**TO DO:** All of the entries must appear again exactly as written.

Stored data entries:
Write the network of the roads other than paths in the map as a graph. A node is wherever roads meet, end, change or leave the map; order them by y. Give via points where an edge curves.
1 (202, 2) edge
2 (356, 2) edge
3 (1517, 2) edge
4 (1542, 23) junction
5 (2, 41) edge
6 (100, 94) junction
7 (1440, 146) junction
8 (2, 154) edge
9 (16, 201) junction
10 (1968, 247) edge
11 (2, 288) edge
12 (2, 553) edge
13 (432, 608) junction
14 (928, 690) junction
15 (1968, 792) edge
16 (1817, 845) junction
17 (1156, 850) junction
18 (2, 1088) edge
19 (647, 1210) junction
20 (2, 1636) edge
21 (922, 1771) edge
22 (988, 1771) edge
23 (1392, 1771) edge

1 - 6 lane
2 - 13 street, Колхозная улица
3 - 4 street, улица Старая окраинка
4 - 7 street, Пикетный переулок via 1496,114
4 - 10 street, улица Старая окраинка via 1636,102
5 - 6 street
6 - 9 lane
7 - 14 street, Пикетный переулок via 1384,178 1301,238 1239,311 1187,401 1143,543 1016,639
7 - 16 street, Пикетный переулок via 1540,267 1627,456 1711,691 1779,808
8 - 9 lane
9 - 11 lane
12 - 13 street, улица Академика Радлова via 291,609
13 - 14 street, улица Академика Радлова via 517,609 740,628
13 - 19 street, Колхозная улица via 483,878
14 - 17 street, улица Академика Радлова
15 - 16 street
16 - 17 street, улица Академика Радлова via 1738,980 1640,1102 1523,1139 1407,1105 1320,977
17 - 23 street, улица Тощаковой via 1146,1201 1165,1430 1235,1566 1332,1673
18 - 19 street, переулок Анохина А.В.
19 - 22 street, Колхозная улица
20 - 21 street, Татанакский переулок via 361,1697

**EXPECTED ANSWER:**
Write the network of the roads other than paths in the map as a graph. A node is wherever roads meet, end, change or leave the map; order them by y. Give via points where an edge curves.
1 (202, 2) edge
2 (356, 2) edge
3 (1517, 2) edge
4 (1542, 23) junction
5 (2, 41) edge
6 (100, 94) junction
7 (1440, 146) junction
8 (2, 154) edge
9 (16, 201) junction
10 (1968, 247) edge
11 (2, 288) edge
12 (2, 553) edge
13 (432, 608) junction
14 (928, 690) junction
15 (1968, 792) edge
16 (1817, 845) junction
17 (1156, 850) junction
18 (2, 1088) edge
19 (647, 1210) junction
20 (2, 1636) edge
21 (922, 1771) edge
22 (988, 1771) edge
23 (1392, 1771) edge

1 - 6 lane
2 - 13 street, Колхозная улица
3 - 4 street, улица Старая окраинка
4 - 7 street, Пикетный переулок via 1496,114
4 - 10 street, улица Старая окраинка via 1636,102
5 - 6 street
6 - 9 lane
7 - 14 street, Пикетный переулок via 1384,178 1301,238 1239,311 1187,401 1143,543 1016,639
7 - 16 street, Пикетный переулок via 1540,267 1627,456 1711,691 1779,808
8 - 9 lane
9 - 11 lane
12 - 13 street, улица Академика Радлова via 291,609
13 - 14 street, улица Академика Радлова via 517,609 740,628
13 - 19 street, Колхозная улица via 483,878
14 - 17 street, улица Академика Радлова
15 - 16 street
16 - 17 street, улица Академика Радлова via 1738,980 1640,1102 1523,1139 1407,1105 1320,977
17 - 23 street, улица Тощаковой via 1146,1201 1165,1430 1235,1566 1332,1673
18 - 19 street, переулок Анохина А.В.
19 - 22 street, Колхозная улица
20 - 21 street, Татанакский переулок via 361,1697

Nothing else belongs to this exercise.